For $C:=(A+B)^2$ we have $c_{ij}=\sum_{k=1}^n (a_{ik}+b_{ik})(a_{kj} + b_{kj})$ For $X:=A^2, Y:=2AB, Z:=B^2$ we have
$$x_{ij}=\sum_{k=1}^n a_{ik}a_{kj}$$ $$y_{ij}=2\sum_{k=1}^n a_{ik}b_{kj}$$ $$z_{ij}=\sum_{k=1}^n b_{ik}b_{kj} $$
Then $(A+B)^2 = A^2+2AB+B^2 \iff c_{ij}= x_{ij}+y_{ij}+ z_{ij}$. This equation is equivalent to
\begin{align*} \sum_{k=1}^n (a_{ik}+b_{ik})(a_{kj} + b_{kj}) &= \sum_{k=1}^n a_{ik}a_{kj} + 2\sum_{k=1}^n a_{ik}b_{kj} + \sum_{k=1}^n b_{ik}b_{kj} \end{align*}
Expanding the LHS we obtain
\begin{align*} \sum_{k=1}^n \Big(a_{ik}a_{kj}+a_{ik}b_{kj} + b_{ik}a_{kj}+b_{ik}b_{kj}\Big) \\ =\sum_{k=1}^n a_{ik}a_{kj}+\sum(a_{ik}b_{kj}+b_{ik}a_{kj})+\sum_{k=1}^n b_{ik}b_{kj} \end{align*}
and then the equation becomes
$$\sum_{k=1}^n a_{ik}a_{kj}+\sum(a_{ik}b_{kj}+b_{ik}a_{kj})+\sum_{k=1}^n b_{ik}b_{kj} = \sum_{k=1}^n a_{ik}a_{kj} + 2\sum_{k=1}^n a_{ik}b_{kj} + \sum_{k=1}^n b_{ik}b_{kj}$$
$$\sum_{k=1}^n (a_{ik}b_{kj}+b_{ik}a_{kj}) = 2\sum_{k=1}^n a_{ik}b_{kj}$$
$$a_{ik}b_{kj}=b_{ik}a_{kj}$$
Since $a_{ik}b_{kj}=b_{ik}a_{kj} \iff A \cdot B = B \cdot A$ the necessary and sufficient condition for $(A+B)^2=A^2+2AB+B^2$ is that $A \cdot B = B \cdot A$.
PD: Excuse the bad formatting. It seems the \\ break for making new lines is not working, at least in my computer, so for every new line I had to create a new equation environment (which made alignment impossible).

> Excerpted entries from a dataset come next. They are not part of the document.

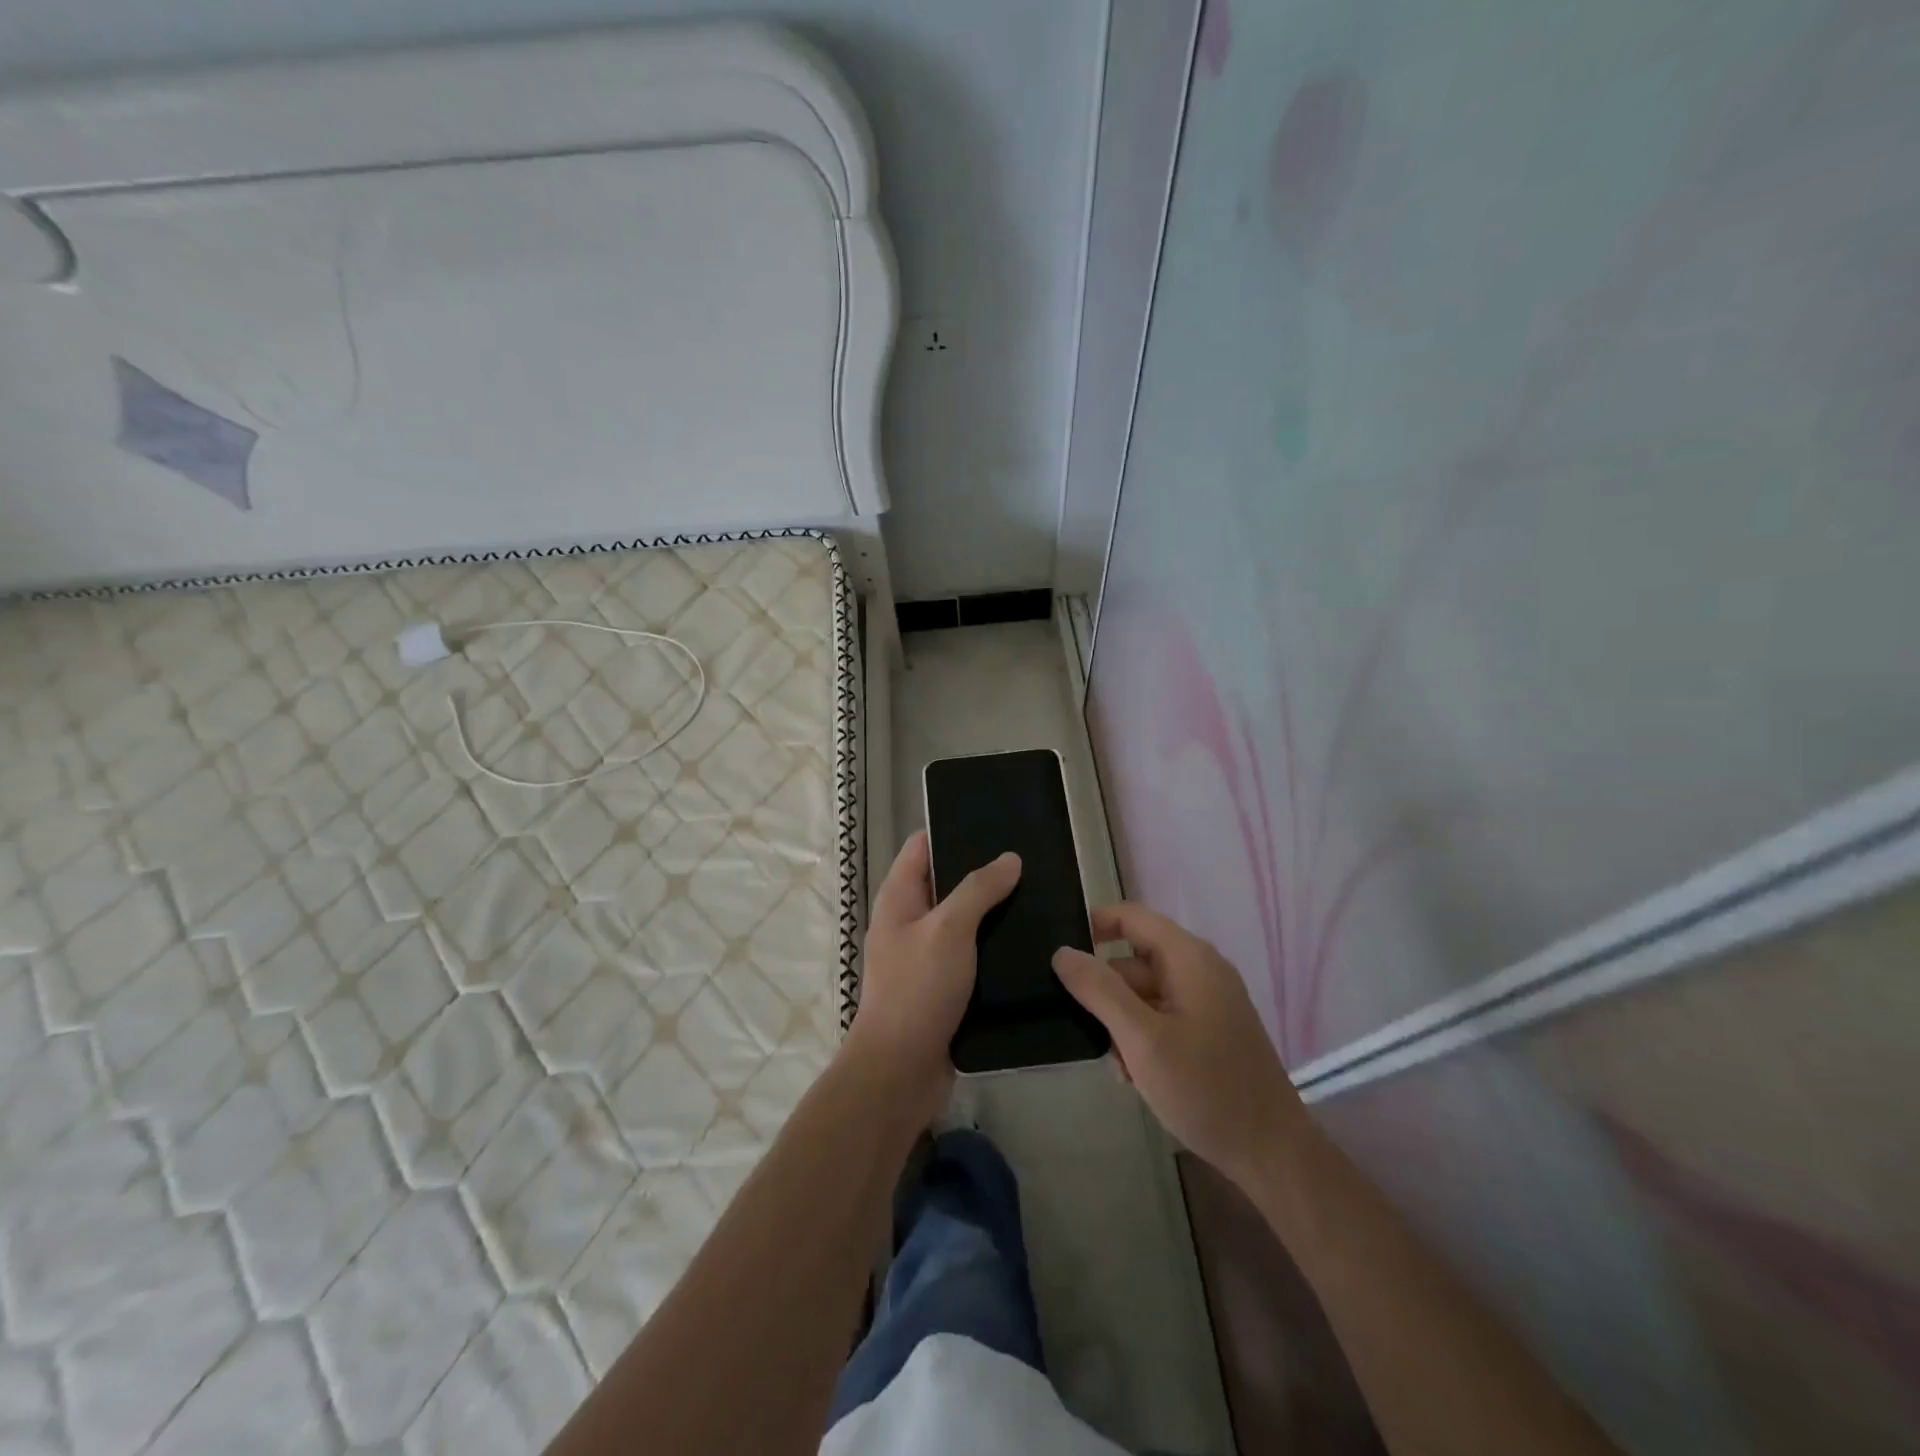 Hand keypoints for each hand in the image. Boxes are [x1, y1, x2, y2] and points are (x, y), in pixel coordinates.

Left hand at [846, 832, 1020, 1126]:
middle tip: (1029, 862)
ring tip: (1038, 897)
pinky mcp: (943, 986)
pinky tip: (1028, 942)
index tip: (995, 824)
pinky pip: (971, 954)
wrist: (901, 1071)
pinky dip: (993, 946)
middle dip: (982, 872)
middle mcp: (908, 921)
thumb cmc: (918, 989)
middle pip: (945, 882)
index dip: (952, 831)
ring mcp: (925, 955)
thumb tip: (1009, 858)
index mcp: (898, 898)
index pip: (922, 847)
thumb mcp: (948, 930)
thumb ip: (978, 890)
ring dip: (992, 911)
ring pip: (962, 921)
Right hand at [1054, 902, 1308, 1184]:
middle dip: (1105, 991)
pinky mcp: (1210, 1031)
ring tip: (1116, 1066)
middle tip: (1080, 1028)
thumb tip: (1062, 952)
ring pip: (1144, 994)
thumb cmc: (1205, 1089)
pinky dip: (1142, 1038)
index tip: (1058, 954)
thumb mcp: (1142, 1039)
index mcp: (1189, 958)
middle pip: (1134, 960)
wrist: (1272, 1154)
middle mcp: (1200, 970)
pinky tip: (1135, 1076)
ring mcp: (1207, 1002)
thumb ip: (1100, 990)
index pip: (1131, 917)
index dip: (1093, 925)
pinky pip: (1162, 1018)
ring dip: (1121, 1023)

I think the answer they were looking for is that it is necessary and sufficient for $A$ and $B$ to commute, for both equations $A^2-B^2 = (A-B)(A+B)$ and $(A+B)=A^2+2AB+B^2$ to hold.
Note that
$$(A+B)^2 = (A+B)(A+B)$$ $$=A^2 + AB+BA + B^2.$$
Then for the equation $A^2+AB+BA+B^2 = A^2+2AB+B^2$ to hold, simple algebra implies that the equation $AB=BA$ must hold. It is easy to see that this is a sufficient condition as well.
Likewise,
$$(A+B)(A-B) = A^2-AB+BA-B^2,$$ and for $A^2-AB+BA-B^2 = A^2-B^2$ to hold, it follows from simple algebra that the equation $AB=BA$ must hold. It is easy to see that this is a sufficient condition as well.